A well deserving individual, for treatment with Ritalin, if ever i saw one and i thought i was a bad loser ,crikey !!!


----------



## lpoolck (Jul 25, 2009)

jamest said:


> It is most likely fake.
> 
> Over reacting making a funny video much like the kid who supposingly had his WOW account taken away by his parents.

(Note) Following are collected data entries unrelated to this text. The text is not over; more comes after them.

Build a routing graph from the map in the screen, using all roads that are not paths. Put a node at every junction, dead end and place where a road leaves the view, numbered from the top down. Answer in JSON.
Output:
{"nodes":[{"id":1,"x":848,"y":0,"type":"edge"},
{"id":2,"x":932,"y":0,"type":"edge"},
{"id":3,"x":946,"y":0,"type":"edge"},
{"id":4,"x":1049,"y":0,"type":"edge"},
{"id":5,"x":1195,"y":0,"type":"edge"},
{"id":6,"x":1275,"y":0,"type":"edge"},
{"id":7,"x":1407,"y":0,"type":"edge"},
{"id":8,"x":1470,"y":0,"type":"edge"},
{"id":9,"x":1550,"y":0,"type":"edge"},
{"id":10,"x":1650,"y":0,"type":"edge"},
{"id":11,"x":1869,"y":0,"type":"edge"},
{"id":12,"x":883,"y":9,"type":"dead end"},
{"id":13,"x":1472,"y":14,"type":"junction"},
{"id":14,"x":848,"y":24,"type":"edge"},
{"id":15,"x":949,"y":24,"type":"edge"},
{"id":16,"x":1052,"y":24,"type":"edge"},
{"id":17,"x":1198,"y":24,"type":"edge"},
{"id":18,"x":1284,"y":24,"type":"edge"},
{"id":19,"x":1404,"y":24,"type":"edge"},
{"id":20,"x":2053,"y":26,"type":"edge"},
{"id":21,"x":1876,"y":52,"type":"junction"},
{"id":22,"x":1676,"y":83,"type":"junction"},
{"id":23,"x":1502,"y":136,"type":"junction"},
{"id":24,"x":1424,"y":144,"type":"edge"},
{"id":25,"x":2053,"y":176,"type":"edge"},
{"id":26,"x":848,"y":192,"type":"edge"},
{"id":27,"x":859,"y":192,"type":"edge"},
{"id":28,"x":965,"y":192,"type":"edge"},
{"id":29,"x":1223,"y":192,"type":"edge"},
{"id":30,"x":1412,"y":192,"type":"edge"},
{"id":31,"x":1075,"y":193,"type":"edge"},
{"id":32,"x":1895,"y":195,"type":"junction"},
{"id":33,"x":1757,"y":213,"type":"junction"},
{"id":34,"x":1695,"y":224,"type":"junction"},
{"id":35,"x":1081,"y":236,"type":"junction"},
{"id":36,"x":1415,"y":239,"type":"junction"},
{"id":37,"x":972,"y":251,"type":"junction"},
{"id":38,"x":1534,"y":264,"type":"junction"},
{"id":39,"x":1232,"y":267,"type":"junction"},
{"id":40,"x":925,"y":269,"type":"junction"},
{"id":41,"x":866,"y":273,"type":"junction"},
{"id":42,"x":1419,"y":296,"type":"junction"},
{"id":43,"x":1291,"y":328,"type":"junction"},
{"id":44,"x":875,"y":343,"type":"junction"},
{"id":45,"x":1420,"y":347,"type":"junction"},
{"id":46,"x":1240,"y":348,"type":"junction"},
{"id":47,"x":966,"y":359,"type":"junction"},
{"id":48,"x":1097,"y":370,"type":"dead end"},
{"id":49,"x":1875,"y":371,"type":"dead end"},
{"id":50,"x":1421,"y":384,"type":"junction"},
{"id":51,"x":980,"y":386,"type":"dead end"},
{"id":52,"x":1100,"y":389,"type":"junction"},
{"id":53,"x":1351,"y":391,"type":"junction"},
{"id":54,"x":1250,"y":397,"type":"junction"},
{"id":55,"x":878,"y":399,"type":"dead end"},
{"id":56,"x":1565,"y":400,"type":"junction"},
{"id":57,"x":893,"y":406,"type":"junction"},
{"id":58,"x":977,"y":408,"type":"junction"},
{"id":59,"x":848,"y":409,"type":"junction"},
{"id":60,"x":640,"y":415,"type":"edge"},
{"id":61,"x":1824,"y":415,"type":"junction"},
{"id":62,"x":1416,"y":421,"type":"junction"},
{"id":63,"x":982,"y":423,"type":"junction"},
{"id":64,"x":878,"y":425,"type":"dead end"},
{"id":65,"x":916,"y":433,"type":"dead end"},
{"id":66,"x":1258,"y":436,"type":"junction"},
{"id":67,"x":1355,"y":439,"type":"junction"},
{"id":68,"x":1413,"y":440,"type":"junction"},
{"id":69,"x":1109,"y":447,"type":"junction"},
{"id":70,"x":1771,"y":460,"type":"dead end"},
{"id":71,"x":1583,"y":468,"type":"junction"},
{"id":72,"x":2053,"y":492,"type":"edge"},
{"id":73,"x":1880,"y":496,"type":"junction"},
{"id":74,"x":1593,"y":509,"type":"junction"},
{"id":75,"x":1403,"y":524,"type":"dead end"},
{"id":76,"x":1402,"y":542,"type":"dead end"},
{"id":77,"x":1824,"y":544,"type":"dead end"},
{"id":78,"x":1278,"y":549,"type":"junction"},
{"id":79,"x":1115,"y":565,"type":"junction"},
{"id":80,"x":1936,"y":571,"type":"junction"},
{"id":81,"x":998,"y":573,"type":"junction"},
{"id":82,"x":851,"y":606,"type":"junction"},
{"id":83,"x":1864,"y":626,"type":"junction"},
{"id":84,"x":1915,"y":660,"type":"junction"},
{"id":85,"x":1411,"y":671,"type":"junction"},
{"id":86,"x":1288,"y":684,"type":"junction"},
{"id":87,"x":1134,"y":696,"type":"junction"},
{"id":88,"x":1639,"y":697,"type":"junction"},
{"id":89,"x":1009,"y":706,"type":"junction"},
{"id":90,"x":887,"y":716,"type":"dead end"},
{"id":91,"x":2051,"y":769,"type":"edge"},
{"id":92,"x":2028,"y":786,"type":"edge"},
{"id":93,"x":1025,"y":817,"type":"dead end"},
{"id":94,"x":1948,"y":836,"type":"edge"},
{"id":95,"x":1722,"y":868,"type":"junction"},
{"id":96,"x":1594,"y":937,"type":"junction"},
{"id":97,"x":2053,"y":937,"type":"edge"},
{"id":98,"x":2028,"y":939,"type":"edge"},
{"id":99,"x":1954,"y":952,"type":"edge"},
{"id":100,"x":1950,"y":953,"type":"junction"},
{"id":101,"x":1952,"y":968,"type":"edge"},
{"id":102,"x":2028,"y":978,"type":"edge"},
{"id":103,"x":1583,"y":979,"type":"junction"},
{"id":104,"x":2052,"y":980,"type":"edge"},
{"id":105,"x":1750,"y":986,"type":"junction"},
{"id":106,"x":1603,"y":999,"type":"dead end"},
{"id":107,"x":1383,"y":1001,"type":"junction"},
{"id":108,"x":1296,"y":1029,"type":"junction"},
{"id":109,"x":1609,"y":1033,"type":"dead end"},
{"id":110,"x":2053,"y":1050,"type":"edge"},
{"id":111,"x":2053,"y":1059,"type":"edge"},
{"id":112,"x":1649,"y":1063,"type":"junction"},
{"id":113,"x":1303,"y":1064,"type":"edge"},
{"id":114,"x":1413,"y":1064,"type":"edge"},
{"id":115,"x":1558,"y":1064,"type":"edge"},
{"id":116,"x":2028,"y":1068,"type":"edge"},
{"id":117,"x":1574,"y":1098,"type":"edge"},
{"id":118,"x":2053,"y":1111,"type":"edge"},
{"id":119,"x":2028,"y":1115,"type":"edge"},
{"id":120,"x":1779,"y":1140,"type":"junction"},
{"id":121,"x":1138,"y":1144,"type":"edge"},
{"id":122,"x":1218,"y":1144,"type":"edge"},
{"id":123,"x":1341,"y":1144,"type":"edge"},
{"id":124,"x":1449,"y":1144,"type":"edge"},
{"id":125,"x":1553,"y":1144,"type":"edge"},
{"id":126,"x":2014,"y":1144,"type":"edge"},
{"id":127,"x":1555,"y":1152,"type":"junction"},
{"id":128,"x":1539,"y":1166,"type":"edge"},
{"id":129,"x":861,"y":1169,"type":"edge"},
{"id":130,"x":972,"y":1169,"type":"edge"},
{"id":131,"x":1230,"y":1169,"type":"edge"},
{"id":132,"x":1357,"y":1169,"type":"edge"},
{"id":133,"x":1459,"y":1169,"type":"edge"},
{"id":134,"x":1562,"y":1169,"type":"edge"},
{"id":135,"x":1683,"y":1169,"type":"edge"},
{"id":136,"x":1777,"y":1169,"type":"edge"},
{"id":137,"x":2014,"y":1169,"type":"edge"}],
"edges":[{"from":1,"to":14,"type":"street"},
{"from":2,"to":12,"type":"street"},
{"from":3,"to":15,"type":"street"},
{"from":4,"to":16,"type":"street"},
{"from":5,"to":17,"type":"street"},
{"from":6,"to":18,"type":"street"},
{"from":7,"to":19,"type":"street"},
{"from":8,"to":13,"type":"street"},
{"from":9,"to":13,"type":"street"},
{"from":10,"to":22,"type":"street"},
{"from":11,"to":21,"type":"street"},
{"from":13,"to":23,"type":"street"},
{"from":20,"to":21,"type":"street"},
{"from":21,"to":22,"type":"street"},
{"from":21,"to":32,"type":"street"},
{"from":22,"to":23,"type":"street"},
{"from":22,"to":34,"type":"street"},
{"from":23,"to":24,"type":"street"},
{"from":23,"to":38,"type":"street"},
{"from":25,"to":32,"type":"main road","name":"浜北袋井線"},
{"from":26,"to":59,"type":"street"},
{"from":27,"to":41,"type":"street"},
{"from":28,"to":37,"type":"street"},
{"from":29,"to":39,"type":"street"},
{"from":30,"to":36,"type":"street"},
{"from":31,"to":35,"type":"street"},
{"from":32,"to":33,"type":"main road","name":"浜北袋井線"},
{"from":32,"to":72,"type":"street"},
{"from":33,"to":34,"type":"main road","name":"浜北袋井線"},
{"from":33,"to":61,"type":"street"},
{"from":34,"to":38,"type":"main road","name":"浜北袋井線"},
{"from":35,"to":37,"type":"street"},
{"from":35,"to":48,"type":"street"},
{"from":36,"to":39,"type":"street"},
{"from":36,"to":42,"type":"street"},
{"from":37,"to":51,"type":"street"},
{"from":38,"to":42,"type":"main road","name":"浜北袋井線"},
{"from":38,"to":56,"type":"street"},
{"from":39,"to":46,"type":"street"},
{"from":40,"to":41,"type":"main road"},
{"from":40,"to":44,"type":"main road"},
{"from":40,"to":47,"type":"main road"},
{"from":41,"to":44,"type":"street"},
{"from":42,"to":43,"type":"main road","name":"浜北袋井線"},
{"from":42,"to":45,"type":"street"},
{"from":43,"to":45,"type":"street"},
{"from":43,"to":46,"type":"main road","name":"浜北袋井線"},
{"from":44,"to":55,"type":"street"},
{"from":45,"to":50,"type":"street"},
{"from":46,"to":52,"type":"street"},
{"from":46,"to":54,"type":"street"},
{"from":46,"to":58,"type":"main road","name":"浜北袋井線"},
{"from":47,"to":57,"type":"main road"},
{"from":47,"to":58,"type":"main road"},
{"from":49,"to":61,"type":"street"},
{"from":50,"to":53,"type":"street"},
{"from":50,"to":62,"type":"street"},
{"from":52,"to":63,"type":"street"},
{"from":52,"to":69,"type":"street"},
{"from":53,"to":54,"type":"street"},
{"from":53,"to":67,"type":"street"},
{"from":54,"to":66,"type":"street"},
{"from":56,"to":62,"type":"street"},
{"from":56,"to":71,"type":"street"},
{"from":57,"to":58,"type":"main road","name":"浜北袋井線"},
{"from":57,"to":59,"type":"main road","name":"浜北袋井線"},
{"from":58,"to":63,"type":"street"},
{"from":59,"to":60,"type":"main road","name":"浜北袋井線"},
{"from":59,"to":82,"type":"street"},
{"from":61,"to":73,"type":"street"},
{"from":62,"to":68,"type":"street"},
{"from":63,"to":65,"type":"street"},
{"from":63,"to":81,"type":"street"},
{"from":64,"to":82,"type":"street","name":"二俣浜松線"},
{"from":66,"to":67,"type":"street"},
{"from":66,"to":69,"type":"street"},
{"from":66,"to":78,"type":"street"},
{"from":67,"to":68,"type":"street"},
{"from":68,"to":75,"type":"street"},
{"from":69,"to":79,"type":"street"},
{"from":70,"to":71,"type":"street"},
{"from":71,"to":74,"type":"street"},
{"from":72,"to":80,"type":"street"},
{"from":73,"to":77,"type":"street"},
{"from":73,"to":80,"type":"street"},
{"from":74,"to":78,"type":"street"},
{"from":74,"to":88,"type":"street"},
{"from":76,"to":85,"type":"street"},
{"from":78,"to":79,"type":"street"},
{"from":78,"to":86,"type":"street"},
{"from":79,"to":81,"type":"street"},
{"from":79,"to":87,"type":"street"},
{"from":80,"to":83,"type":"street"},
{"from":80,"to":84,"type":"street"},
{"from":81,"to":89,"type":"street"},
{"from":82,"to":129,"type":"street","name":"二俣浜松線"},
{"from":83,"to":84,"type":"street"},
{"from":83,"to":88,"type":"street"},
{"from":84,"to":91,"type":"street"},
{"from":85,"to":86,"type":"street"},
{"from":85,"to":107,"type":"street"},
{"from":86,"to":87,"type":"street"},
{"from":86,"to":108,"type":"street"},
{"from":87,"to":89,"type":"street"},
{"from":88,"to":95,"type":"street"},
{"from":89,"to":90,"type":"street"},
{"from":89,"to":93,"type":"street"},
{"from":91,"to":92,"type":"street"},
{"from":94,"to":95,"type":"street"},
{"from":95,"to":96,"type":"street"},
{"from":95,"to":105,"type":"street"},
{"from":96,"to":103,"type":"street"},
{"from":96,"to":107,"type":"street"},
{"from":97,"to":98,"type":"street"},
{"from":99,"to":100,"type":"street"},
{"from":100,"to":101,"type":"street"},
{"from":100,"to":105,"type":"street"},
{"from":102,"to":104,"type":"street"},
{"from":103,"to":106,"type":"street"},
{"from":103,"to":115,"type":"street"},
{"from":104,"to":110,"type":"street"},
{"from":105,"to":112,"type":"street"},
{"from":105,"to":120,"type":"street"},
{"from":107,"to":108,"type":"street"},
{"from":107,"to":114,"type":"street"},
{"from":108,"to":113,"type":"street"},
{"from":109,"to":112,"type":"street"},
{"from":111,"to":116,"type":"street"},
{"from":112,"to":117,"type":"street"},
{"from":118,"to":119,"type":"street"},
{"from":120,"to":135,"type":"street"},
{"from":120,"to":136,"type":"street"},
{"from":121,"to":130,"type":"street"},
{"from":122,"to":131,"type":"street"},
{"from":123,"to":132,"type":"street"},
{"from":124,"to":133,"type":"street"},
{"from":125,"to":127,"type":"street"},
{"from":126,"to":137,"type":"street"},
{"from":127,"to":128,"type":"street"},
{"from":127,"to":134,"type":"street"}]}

Agree with this, think its a dark joke, that's just too weird for youtube viewers!...and the majority of the public...only certain high profile comedians can pull this off. Good effort on the milk moustache however! Bet it made him feel like a proper man!!!


----------



## Jordan (Dec 22, 2008)

nick_mcuk said:


> Jesus he really isnt the full ticket...jesus wept punching the wall....why its a frikking computer game....he needs help


i'll video my brother playing one day, he's almost as bad as that kid


----------



## cupra-matt (Oct 2, 2006)

What a [email protected]


----------



## Tom_O (Jul 1, 2008)

Literally can't stop laughing.


----------



## ryanuk (Jun 22, 2007)

Haha that's funny lol


----------



## Scotch (Jul 23, 2009)

Just seen a lovely jacket for him that ties at the back

Terry pratchett said it best... he is a hamper of food, several folding chairs,
a tablecloth, an assortment of cooking gear and an entire colony of ants
short of a picnic:thumb:


----------



## mr kuryakin (Nov 20, 2005)

that boy needs to get a life bet his mates rip him for this


----------



## ryanuk (Jun 22, 2007)

mr kuryakin said:


> that boy needs to get a life bet his mates rip him for this


To be fair mate I can't see him having any lol


----------